====== EXERCISE DATA ======

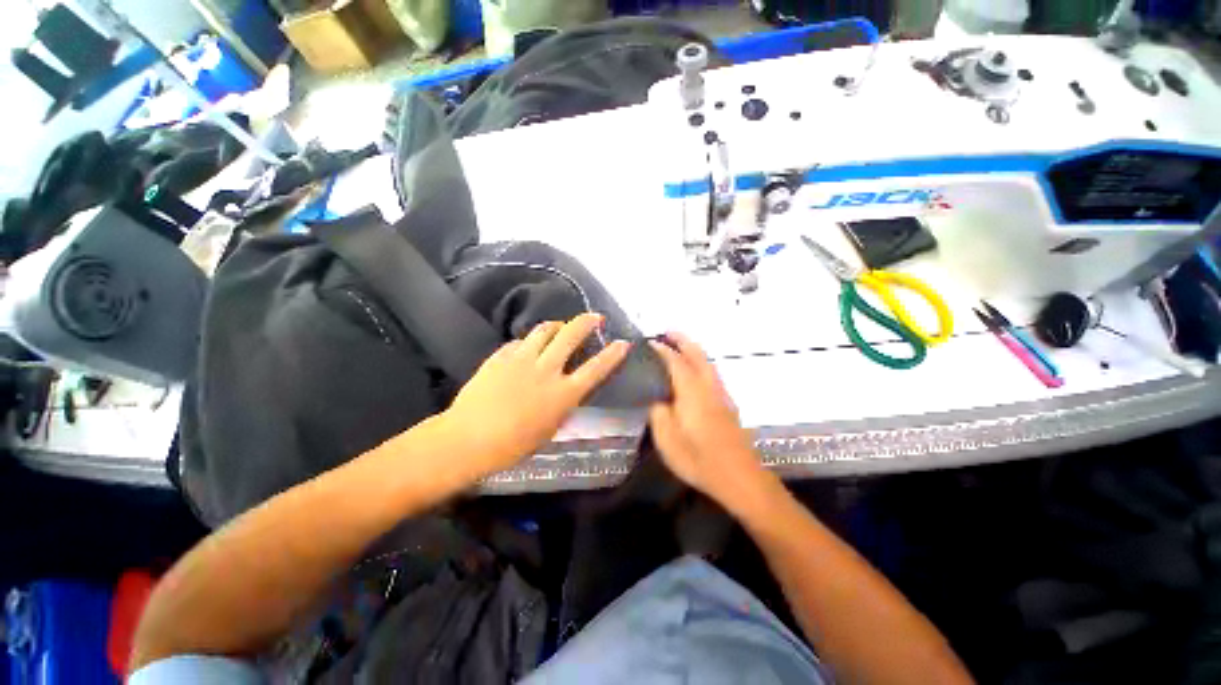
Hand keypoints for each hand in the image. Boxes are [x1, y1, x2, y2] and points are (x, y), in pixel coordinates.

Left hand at [442, 313, 629, 477]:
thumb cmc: (513, 446)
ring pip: (544, 330)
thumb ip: (563, 405)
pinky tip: (528, 346)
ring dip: (557, 325)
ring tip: (560, 326)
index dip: (613, 354)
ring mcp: (522, 360)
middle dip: (586, 322)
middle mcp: (546, 370)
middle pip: (571, 336)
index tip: (624, 342)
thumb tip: (569, 390)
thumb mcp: (550, 429)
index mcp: (563, 394)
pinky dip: (529, 341)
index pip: (596, 368)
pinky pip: (520, 341)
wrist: (467, 440)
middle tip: (594, 317)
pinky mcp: (500, 356)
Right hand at [648, 333, 772, 511]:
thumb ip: (659, 413)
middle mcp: (709, 388)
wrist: (740, 478)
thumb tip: (658, 399)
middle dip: (683, 340)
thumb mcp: (667, 439)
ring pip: (708, 363)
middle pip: (698, 355)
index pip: (676, 362)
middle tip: (668, 331)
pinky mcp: (728, 406)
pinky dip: (701, 363)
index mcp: (692, 392)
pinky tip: (694, 372)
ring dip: (693, 350)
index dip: (663, 350)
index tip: (650, 342)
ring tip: (679, 346)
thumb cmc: (699, 459)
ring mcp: (722, 396)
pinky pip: (712, 374)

======

### THE PROBLEM
Using the records given above, list every line that includes the word "thumb".

### YOUR SOLUTION
thumb cmc: (513, 446)
thumb ip: (563, 405)
thumb tip: (569, 390)
thumb mcp: (550, 429)
thumb ip: (659, 413)
thumb tip: (658, 399)
thumb mcp: (667, 439)
thumb cmc: (699, 459)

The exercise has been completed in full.